¡Levántate! (5-11-2017)

¡LEVÁNTATE!

      Queridos hermanos en el Señor:      

      Os deseo gracia y paz.

      Con la llegada de los primeros días de frío, las calles de los pueblos se quedan vacías. La solemnidad de Todos los Santos y especialmente la conmemoración de Todos los Fieles Difuntos marcan un hito en el calendario de muchas localidades. Algunas personas han prolongado su estancia en las pequeñas poblaciones aprovechando el tiempo cálido que se resiste a abandonarnos.       

       Han pasado los meses en los que se oían risas y cantos en las plazas. Han transcurrido veloces las jornadas en las que se celebraban fiestas bulliciosas. Llegan los días de silencio y de soledad. Están a las puertas los meses que hielan las entrañas.      

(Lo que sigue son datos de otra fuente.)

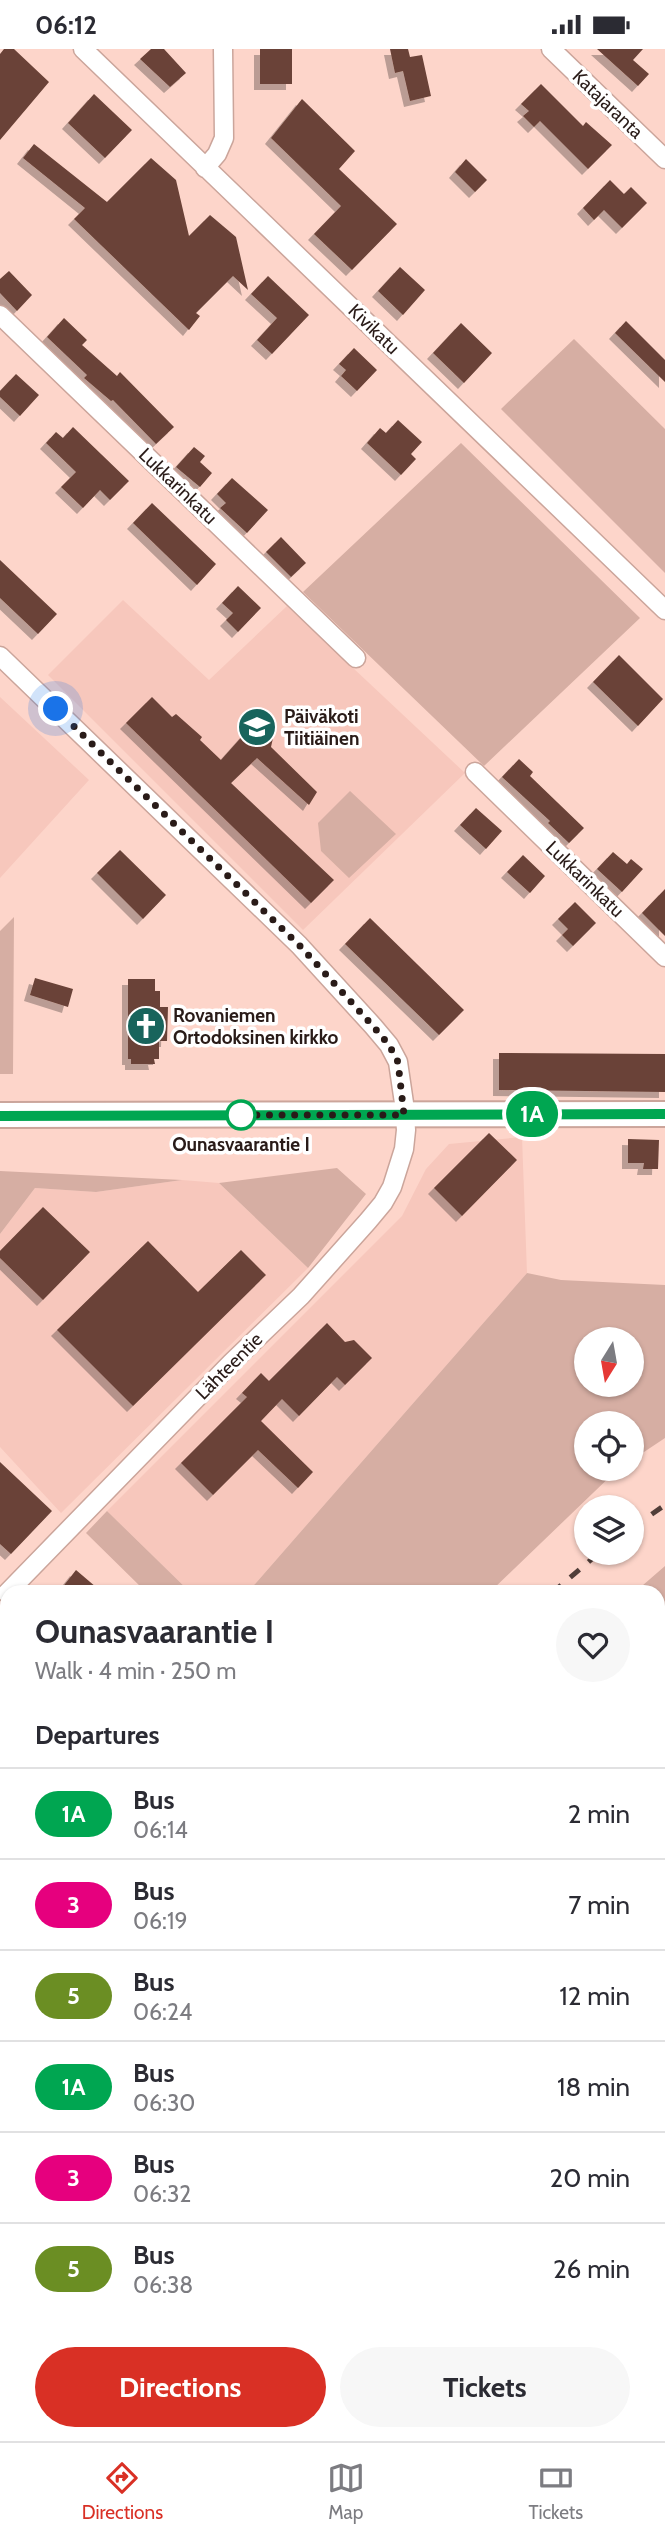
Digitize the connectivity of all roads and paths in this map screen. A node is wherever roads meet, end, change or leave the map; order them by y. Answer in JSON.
{"nodes":[{"id":1,"x":83,"y":49,"type":"edge"},
{"id":2,"x":223,"y":49,"type":"edge"},
{"id":3,"x":551,"y":49,"type":"edge"},
{"id":4,"x":665,"y":159,"type":"edge"},
{"id":5,"x":205,"y":168,"type":"junction"},
{"id":6,"x":0,"y":315,"type":"edge"},
{"id":7,"x":665,"y":610,"type":"edge"},
{"id":8,"x":0,"y":656,"type":"edge"},
{"id":9,"x":355,"y":658,"type":"dead end"},
{"id":10,"x":475,"y":772,"type":"dead end"},
{"id":11,"x":665,"y":957,"type":"edge"},
{"id":12,"x":665,"y":1114,"type":"edge"},
{"id":13,"x":0,"y":1115,"type":"edge"},
{"id":14,"x":404,"y":1115,"type":"junction"},
{"id":15,"x":15,"y":1585,"type":"edge"}],
"edges":[{"from":1,"to":5,"type":"street","name":"Kivikatu"},
{"from":2,"to":5,"type":"street"},
{"from":3,"to":4,"type":"street","name":"Katajaranta"},
{"from":5,"to":7,"type":"street","name":"Kivikatu"},
{"from":6,"to":9,"type":"street","name":"Lukkarinkatu"},
{"from":8,"to":14,"type":"street","name":"Lähteentie"},
{"from":10,"to":11,"type":"street","name":"Lukkarinkatu"},
{"from":12,"to":14,"type":"street"},
{"from":13,"to":14,"type":"street"},
{"from":14,"to":15,"type":"street","name":"Lähteentie"}]}
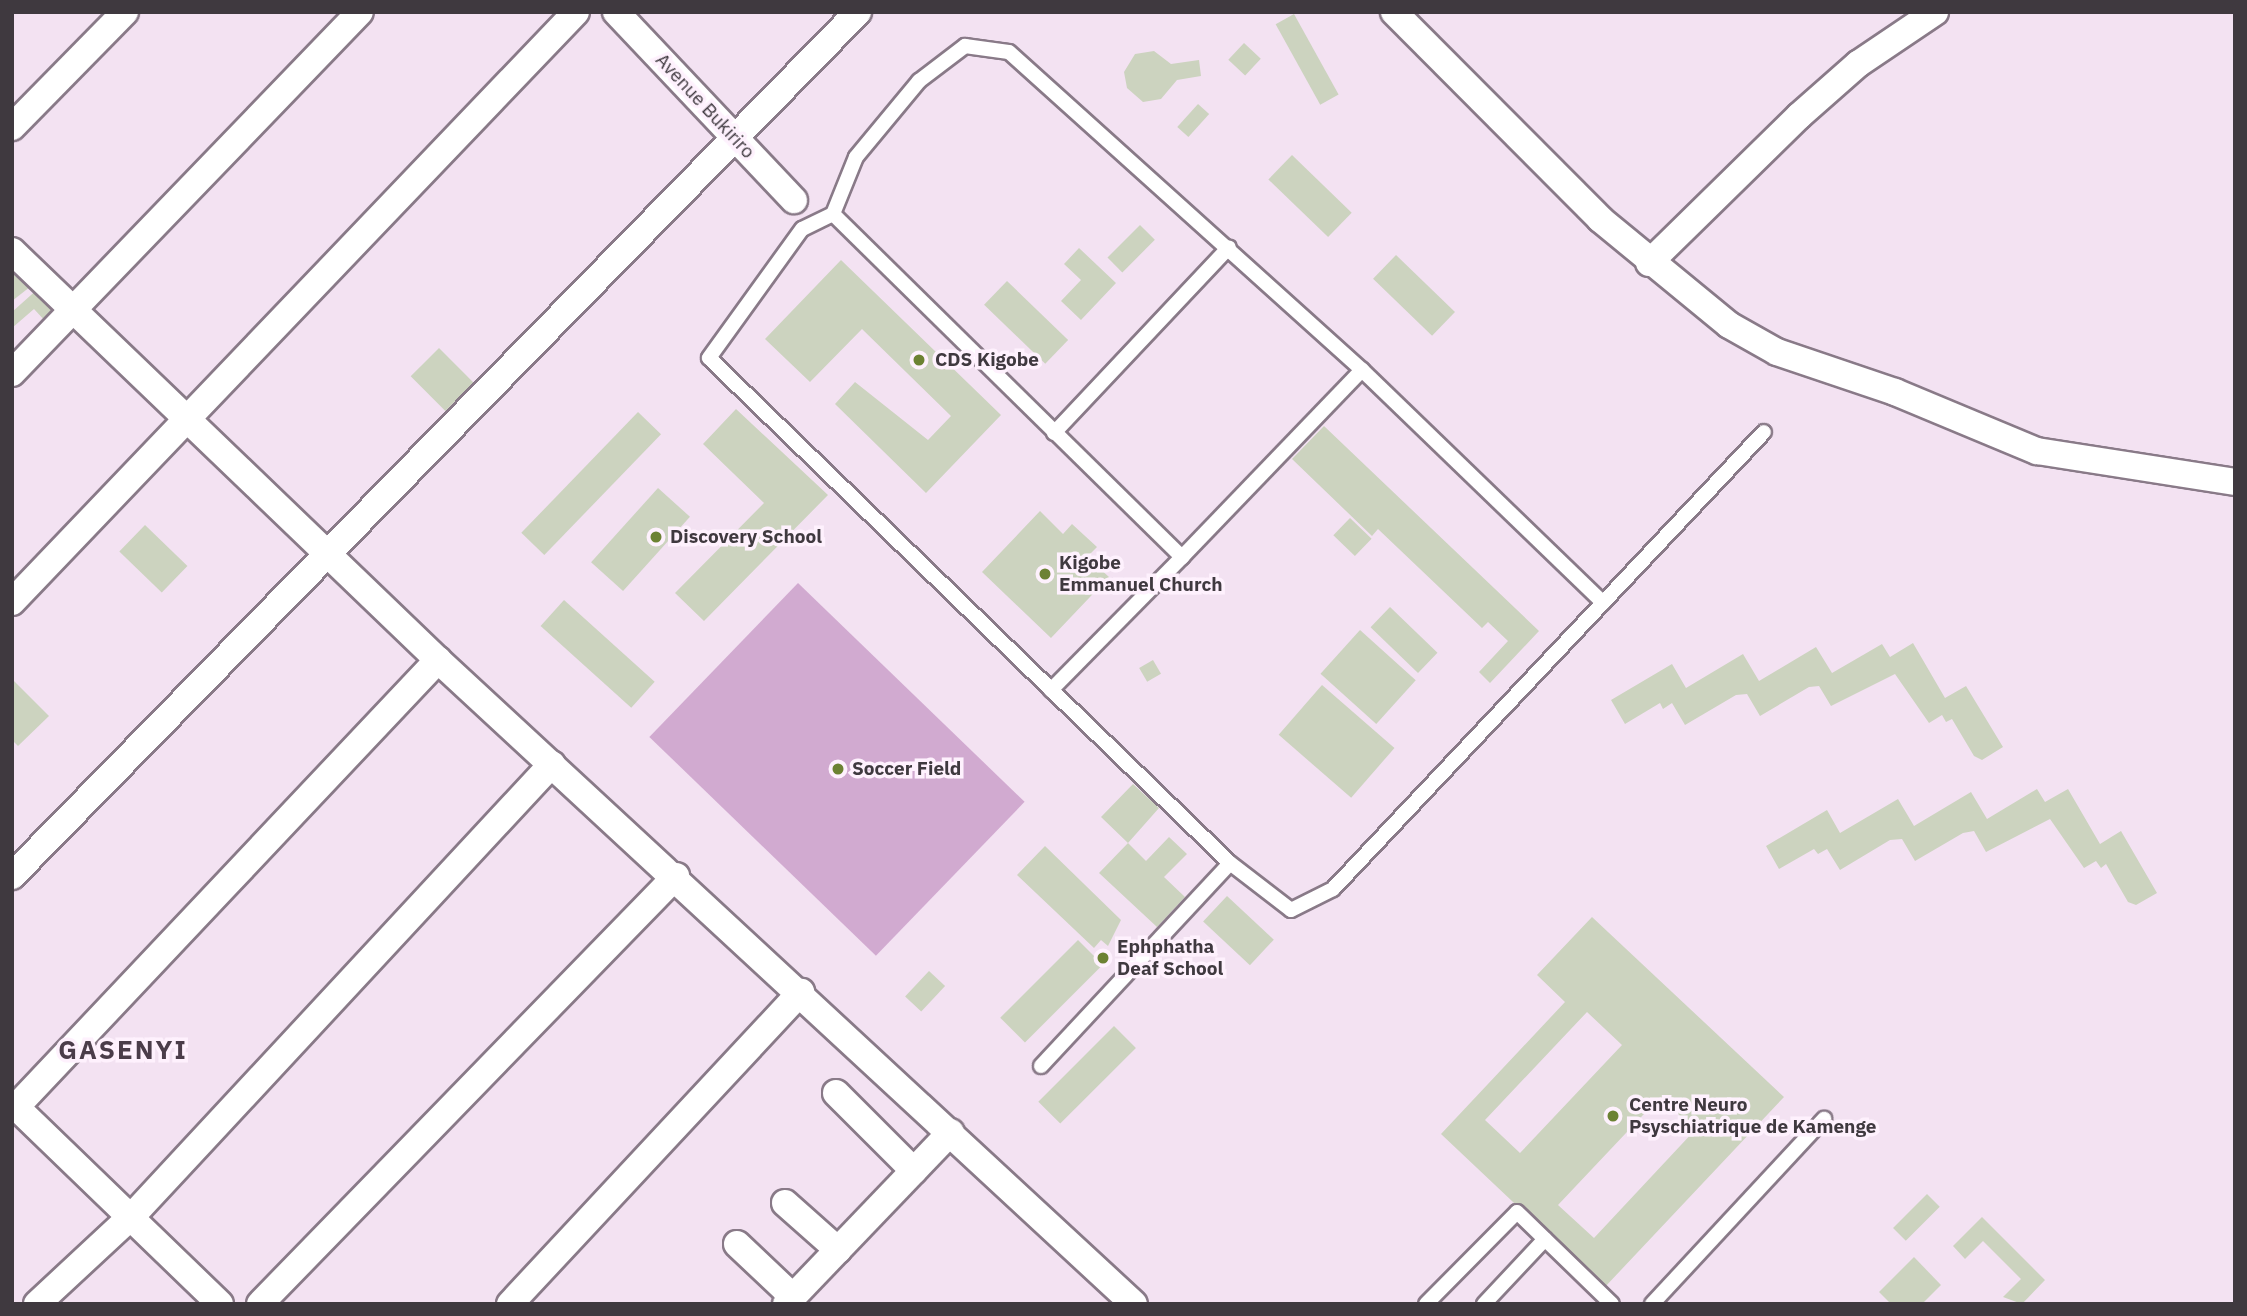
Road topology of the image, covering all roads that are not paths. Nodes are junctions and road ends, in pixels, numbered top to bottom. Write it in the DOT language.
graph roads {
  1 [pos="125,12"];
  2 [pos="360,12"];
  3 [pos="576,12"];
  4 [pos="616,12"];
  5 [pos="859,12"];
  6 [pos="1394,12"];
  7 [pos="1935,12"];
  8 [pos="12,127"];
  9 [pos="736,140"];
  10 [pos="794,200"];
  11 [pos="833,214"];
  12 [pos="802,229"];
  13 [pos="1229,247"];
  14 [pos="12,251"];
  15 [pos="1648,263"];
  16 [pos="75,310"];
  17 [pos="1362,370"];
  18 [pos="12,373"];
  19 [pos="186,416"];
  20 [pos="1764,432"];
  21 [pos="1054,433"];
  22 [pos="2235,482"];
  23 [pos="330,552"];
  24 [pos="1182,557"];
  25 [pos="12,602"];
  26 [pos="1603,603"];
  27 [pos="438,660"];
  28 [pos="1051,690"];
  29 [pos="552,764"];
  30 [pos="1230,863"];
  31 [pos="12,876"];
  32 [pos="676,876"];
  33 [pos="801,992"];
  34 [pos="1041,1066"];
  35 [pos="836,1093"];
  36 [pos="14,1105"];
  37 [pos="1824,1119"];
  38 [pos="951,1132"];
  39 [pos="914,1171"];
  40 [pos="785,1203"];
  41 [pos="134,1214"];
  42 [pos="1545,1239"];
  43 [pos="737,1244"];
  44 [pos="838,1250"];
  45 [pos="789,1301"];
  46 [pos="37,1304"];
  47 [pos="220,1304"];
  48 [pos="260,1304"];
  49 [pos="510,1304"];
  50 [pos="1135,1304"];
  51 [pos="1426,1304"];
  52 [pos="1484,1304"];
  53 [pos="1612,1304"];
  54 [pos="1652,1304"];
  1 -- 8 [label="street"];
  2 -- 16 [label="street"];
  3 -- 19 [label="street"];
  4 -- 9 [label="street, Avenue Bukiriro"];
  5 -- 9 [label="street"];
  6 -- 15 [label="street"];
  7 -- 15 [label="street"];
  9 -- 10 [label="street, Avenue Bukiriro"];
  9 -- 23 [label="street"];
  10 -- 12 [label="lane"];
  11 -- 12 [label="lane"];
  11 -- 13 [label="lane"];
  11 -- 21 [label="lane"];
  12 -- 28 [label="lane"];
  13 -- 17 [label="lane"];
  13 -- 21 [label="lane"];
  14 -- 16 [label="street"];
  15 -- 22 [label="street"];
  16 -- 18 [label="street"];
  16 -- 19 [label="street"];
  17 -- 24 [label="lane"];
  17 -- 26 [label="lane"];
  19 -- 23 [label="street"];
  19 -- 25 [label="street"];
  20 -- 26 [label="lane"];
  21 -- 24 [label="lane"];
  23 -- 27 [label="street"];
  23 -- 31 [label="street"];
  24 -- 28 [label="lane"];
  26 -- 30 [label="lane"];
  27 -- 29 [label="street"];
  27 -- 36 [label="street"];
  28 -- 30 [label="lane"];
  29 -- 32 [label="street"];
  29 -- 41 [label="street"];
  30 -- 34 [label="lane"];
  32 -- 33 [label="street"];
  32 -- 48 [label="street"];
  33 -- 38 [label="street"];
  33 -- 49 [label="street"];
  35 -- 39 [label="street"];
  36 -- 41 [label="street"];
  37 -- 54 [label="lane"];
  38 -- 39 [label="street"];
  38 -- 50 [label="street"];
  39 -- 44 [label="street"];
  40 -- 44 [label="street"];
  41 -- 46 [label="street"];
  41 -- 47 [label="street"];
  42 -- 51 [label="lane"];
  42 -- 52 [label="lane"];
  42 -- 53 [label="lane"];
  43 -- 45 [label="street"];
  44 -- 45 [label="street"];
}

       Y este es el momento propicio, la ocasión favorable para que los pocos habitantes de los pueblos reducidos a la mínima expresión sientan el apoyo y el aprecio de la Iglesia. Allí donde haya un fuego encendido, allí donde se encuentren personas necesitadas, envejecidas y aquejadas de múltiples enfermedades llega el gozoso anuncio de que no están solos. Cuentan con nuestra presencia. Sencillamente tratamos de hacerles ver que Jesucristo no les olvida.      

       Cuando los hijos viven lejos porque el trabajo en las pequeñas localidades es escaso. Cuando los nietos crecen en otros ambientes más favorables para su educación. Cuando las administraciones retiran servicios que no resultan rentables. Cuando las condiciones de supervivencia se reducen al hogar, que en muchas ocasiones es austero. Cuando puede parecer que todos dan la espalda a los ancianos. Cuando no hay motivos objetivos para la esperanza. Cuando la soledad alarga su sombra amenazante. Entonces, justo entonces, es cuando resuena una voz amiga que anuncia un mensaje de alegría y que hace posible el encuentro con el Señor de todas las soledades y de la mejor compañía. El Señor que alimenta a los hambrientos de pan y de justicia. El Señor que sacia a los sedientos de amor y de acogida. El Señor que escucha incondicionalmente y que tiene palabras de vida eterna.      

         En Jesucristo se encuentra la respuesta a todos los interrogantes, porque Él es comparte nuestras soledades y nuestros gozos. Él sabe lo que es el abandono total, la amargura desafiante, el anochecer de la vida, el oscurecimiento de las esperanzas pasajeras, el rechazo y la incomprensión. Él tiende su mano amiga para sostener las rodillas vacilantes. Él mantiene viva la llama humeante. Él nos invita a contemplar cada amanecer como el inicio de una nueva creación.      

         En los Hechos de los Apóstoles hay una conmovedora escena en la que Pedro y Juan suben al templo de Jerusalén a la oración de las tres de la tarde y ven traer a cuestas a un lisiado de nacimiento a quien colocaban a la puerta del templo para que pidiera limosna. El enfermo esperó recibir un donativo, pero Pedro le dijo: “No tengo plata ni oro, pero te doy lo que tengo: en nombre de Jesucristo Nazareno, levántate y anda” (Hch 3,6). Y el lisiado quedó curado y entró en el templo por su pie, dando brincos y alabando a Dios.           

         La comunidad eclesial no lleva a los pueblos la plata y el oro que no posee. Pero, en nombre de Jesús de Nazaret, pronuncia una palabra de aliento: ¡levántate! Una palabra que invita a salir del abatimiento y de la postración. Una cálida palabra de amor, llena de ternura y de misericordia. Una palabra cargada de consuelo y de esperanza. Una palabra capaz de devolver la dignidad. Una sencilla palabra que pone en movimiento. Una palabra que no es propia, sino que es pronunciada en nombre del Señor.      

       Y las personas mayores, cuando las hojas de los árboles hayan desaparecido y cuando no se oigan ecos de diálogos por las calles, podrán oír la voz profunda, sanadora y reconfortante de Jesucristo. 

      Recibid mi cordial saludo y mi bendición.